--- TASK TO CARRY OUT ---
In the entries below, how many lines contain the string "dead"? State the number and nothing else.
====
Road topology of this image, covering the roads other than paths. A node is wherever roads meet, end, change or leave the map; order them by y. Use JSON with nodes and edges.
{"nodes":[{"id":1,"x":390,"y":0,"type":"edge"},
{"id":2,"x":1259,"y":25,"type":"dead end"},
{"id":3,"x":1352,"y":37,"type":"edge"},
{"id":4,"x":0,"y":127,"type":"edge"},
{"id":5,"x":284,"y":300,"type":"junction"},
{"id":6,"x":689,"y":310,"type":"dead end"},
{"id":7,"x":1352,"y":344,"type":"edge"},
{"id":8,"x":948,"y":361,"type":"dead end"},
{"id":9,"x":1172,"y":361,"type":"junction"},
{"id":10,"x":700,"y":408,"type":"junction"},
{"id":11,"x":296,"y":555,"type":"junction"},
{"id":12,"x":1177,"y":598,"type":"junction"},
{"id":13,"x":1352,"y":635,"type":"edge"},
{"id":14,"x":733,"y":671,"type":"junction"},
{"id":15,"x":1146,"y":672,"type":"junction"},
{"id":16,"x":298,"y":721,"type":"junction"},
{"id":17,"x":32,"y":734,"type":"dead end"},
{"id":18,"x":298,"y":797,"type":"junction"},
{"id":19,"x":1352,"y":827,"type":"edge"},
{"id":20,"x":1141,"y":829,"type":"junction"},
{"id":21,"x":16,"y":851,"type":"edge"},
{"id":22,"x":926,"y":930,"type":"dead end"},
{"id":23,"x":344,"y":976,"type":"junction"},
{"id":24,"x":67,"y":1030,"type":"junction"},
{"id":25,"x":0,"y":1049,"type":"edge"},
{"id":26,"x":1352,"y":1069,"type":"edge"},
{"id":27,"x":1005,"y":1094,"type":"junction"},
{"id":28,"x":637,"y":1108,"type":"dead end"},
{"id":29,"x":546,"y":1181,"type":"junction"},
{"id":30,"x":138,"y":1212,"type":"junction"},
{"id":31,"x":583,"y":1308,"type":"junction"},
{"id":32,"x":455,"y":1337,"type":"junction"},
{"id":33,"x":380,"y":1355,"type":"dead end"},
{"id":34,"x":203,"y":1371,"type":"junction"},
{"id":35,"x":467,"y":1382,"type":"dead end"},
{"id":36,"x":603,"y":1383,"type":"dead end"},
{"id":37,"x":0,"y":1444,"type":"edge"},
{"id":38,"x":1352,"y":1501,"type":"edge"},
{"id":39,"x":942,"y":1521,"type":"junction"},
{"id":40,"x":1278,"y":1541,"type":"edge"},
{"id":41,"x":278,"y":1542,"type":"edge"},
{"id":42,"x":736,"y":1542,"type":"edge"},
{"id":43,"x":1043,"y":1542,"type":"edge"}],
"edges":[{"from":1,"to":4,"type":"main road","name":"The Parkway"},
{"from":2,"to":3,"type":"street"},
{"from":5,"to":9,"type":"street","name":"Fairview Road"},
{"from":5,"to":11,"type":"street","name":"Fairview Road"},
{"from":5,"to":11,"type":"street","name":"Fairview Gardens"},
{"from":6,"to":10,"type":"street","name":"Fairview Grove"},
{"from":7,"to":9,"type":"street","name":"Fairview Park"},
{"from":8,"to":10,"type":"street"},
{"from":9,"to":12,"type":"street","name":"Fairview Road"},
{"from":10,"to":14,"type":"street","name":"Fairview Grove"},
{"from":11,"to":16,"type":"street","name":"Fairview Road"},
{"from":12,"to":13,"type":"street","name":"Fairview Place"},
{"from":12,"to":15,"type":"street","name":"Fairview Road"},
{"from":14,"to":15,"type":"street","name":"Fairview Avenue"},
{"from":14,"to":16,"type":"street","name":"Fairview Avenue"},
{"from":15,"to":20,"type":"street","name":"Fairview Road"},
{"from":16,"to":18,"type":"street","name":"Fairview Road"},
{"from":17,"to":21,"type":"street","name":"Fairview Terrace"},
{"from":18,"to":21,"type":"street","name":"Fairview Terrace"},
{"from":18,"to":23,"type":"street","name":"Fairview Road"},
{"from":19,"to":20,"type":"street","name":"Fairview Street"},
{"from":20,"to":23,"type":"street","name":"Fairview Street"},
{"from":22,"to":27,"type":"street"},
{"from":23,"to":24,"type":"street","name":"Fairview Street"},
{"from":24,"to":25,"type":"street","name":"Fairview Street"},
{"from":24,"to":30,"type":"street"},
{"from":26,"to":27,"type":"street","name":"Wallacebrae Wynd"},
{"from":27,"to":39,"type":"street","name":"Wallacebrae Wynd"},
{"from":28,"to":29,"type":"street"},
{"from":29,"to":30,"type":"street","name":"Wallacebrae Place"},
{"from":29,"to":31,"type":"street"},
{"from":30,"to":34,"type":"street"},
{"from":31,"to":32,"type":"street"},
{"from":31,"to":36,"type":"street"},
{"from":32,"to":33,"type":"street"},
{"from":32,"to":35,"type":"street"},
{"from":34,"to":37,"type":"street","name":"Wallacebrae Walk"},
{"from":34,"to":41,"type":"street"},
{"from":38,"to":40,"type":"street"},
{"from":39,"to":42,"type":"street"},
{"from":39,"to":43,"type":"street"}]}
====
--- ANSWER SECTION ---
9